Soit le prix du courant est de 44 euros, auquel cas ce qui est fait par Ailes Marines est une ponction extraordinaire sur le contribuable et sur le consommateur français. Soit le vrai prix est 155 euros, auquel cas on se demande pourquoi les décideurs sont en train de signer des programmes à 44 euros… Il y a une forme d’incohérence à signer des contrats à 155 euros hier et à 44 euros aujourd’hui. Il y a comme un trouble.
« Je ne comprends pas cette affaire. Plus je la regarde, moins je la comprends »
Sous-entendez-vous qu’il y ait pu avoir une forme de favoritisme vis-à-vis d’Ailes Marines ?
Je pose la question. Je demande à toute le monde de le faire. Je ne comprends pas cette affaire. Plus je la regarde, moins je la comprends. Alors, j’alerte les uns et les autres. Lorsque j’appelle les élus de mon département, qu’ils soient de gauche ou de droite, ils me disent tous que c’est ahurissant. Le seul argument qui m’est rétorqué est le suivant : la Bretagne n’est pas autonome en électricité. C’est absurde. Ce projet ne changera rien à l’autonomie de la Bretagne.
J’ai l’impression d’être devant un nouveau Plogoff (projet de centrale nucléaire situé à Plogoff et abandonné suite à une mobilisation populaire — ndlr). C’était le pire endroit pour une centrale, une imbécilité. Il ne fallait pas faire cette centrale à Plogoff, pas plus qu’il ne faut faire une ferme éolienne au Cap Fréhel ! Il y a des endroits sacrés : le Cap Fréhel, la Pointe du Raz… Ce projet est horrible pour l’âme bretonne.
Vous évoquez les nombreuses irrégularités qui émaillent ce projet. De quel ordre sont-elles ?
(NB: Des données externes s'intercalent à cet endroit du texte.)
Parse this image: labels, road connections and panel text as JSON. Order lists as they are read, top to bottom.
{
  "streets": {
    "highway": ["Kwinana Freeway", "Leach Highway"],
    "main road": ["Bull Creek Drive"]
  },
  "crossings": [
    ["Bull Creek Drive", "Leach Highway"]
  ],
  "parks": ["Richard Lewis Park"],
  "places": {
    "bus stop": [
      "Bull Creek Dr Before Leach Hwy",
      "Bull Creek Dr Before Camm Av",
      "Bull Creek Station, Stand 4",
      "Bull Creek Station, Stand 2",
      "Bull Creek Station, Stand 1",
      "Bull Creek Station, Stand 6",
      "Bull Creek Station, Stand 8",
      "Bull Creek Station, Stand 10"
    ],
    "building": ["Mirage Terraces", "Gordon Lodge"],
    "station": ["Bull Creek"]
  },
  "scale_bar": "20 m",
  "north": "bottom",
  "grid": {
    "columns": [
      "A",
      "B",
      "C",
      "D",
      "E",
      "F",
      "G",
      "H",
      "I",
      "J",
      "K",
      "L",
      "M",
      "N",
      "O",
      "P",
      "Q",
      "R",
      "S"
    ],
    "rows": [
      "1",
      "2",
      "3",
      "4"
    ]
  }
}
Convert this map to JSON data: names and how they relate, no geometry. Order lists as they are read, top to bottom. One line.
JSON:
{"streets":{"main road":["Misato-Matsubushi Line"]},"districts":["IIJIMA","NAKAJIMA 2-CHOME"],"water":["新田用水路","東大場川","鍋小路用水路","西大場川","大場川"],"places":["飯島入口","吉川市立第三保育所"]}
Il y a dix pages d’irrégularités. Pourquoi le second à l’appel d’offres a-t-il eu le contrat ? Pourquoi le Conseil d’Etat a dit que c’était irrégulier, que l’Etat était coupable et devait payer 2,5 millions à l’entreprise arrivée première ? Et pourquoi pas plus de 2,5 millions ? Pourquoi le contrat n’a-t-il pas été annulé ? Pourquoi l’Etat doit-il payer ? Ce projet est un tissu de choses incompréhensibles, sans commune mesure avec ce qui peut arriver sur d’autres projets éoliens, comme à Saint-Nazaire et à Fécamp. C’est un scandale absolu.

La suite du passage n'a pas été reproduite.